Seeking and contesting environmental security in a complex world: Knowledge, agency and governance implications

Session related to the Environmental Security group within the Task Force on Conceptual Foundations in Earth System Governance at the RGS-IBG Annual International Conference 2016, Wednesday 31 August.

This session is convened and chaired by Naho Mirumachi (King’s College London, UK) who is an Earth System Governance Research Fellow and co-lead of the Environmental Security group within the Task Force on Conceptual Foundations of Earth System Governance.

Speakers include: Simon Dalby (Balsillie School of International Affairs, Canada); Michael Mason (The London School of Economics and Political Science, UK); Amiera Sawas (King’s College London, UK); François Gemenne (University of Liège, France); Andrea Gerlak (University of Arizona, USA); Olaf Corry (University of Copenhagen, Denmark)
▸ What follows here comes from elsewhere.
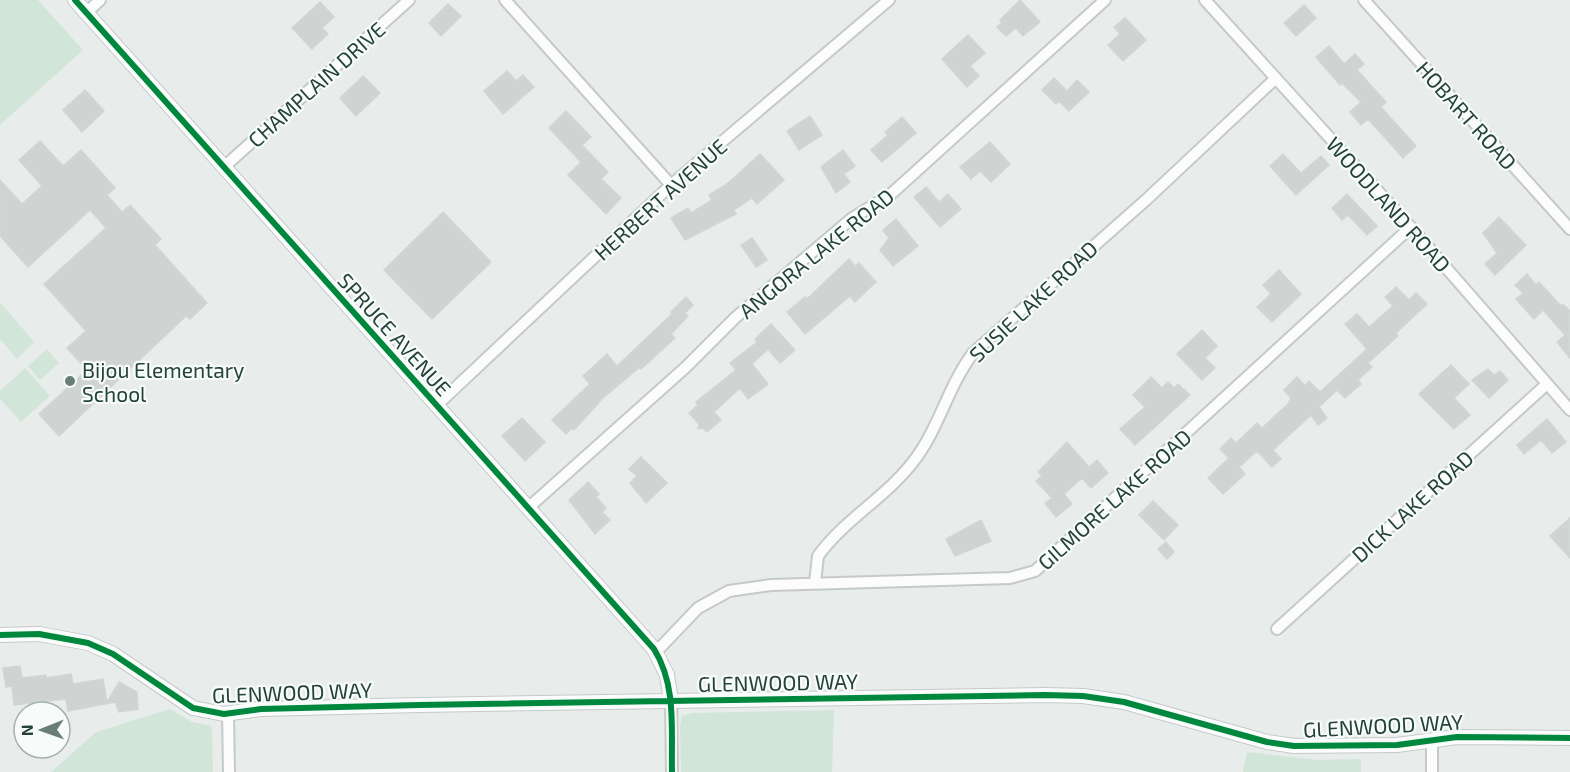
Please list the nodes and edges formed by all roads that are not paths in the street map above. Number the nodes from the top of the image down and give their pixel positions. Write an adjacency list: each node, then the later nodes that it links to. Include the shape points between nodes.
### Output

Environmental security remains a key feature of global concerns to stability and development, as demonstrated in the 2016 Global Risks Report by the World Economic Forum highlighting effects of climate change, water and energy crises. While the concept of environmental security is not new, nowadays it concerns a wide range of climate, energy, food, water, biodiversity and migration issues, in addition to the interlinked impacts between and across them. At the same time, the referent object of security is multiple and less evident in contrast to statist interpretations of environmental security. Recent scholarship on environmental security calls for a better examination of global economic structures and human-biophysical processes of the anthropocene that mediate causes and implications of insecurities (Dalby 2013). Understanding environmental security thus encompasses a critical examination of the politics determining complex and multiple threats. What kinds of thresholds and trigger points are identified to establish risks and threats? What kinds of knowledge are used to explain causes of threats? How are inter-connected risks across sectors such as climate and migration, water-food-energy understood? The politics of environmental security sheds light on the normative assumptions and framing of threats. Actors strategize and challenge logics of security, which may not necessarily distribute the benefits and burdens of dealing with threats equally across society. Drawing on a range of environmental contexts, the panel will discuss the language and knowledge of securitising the environment; actors and referent objects of security; implications of governing for environmental security on socio-economic and ecological processes.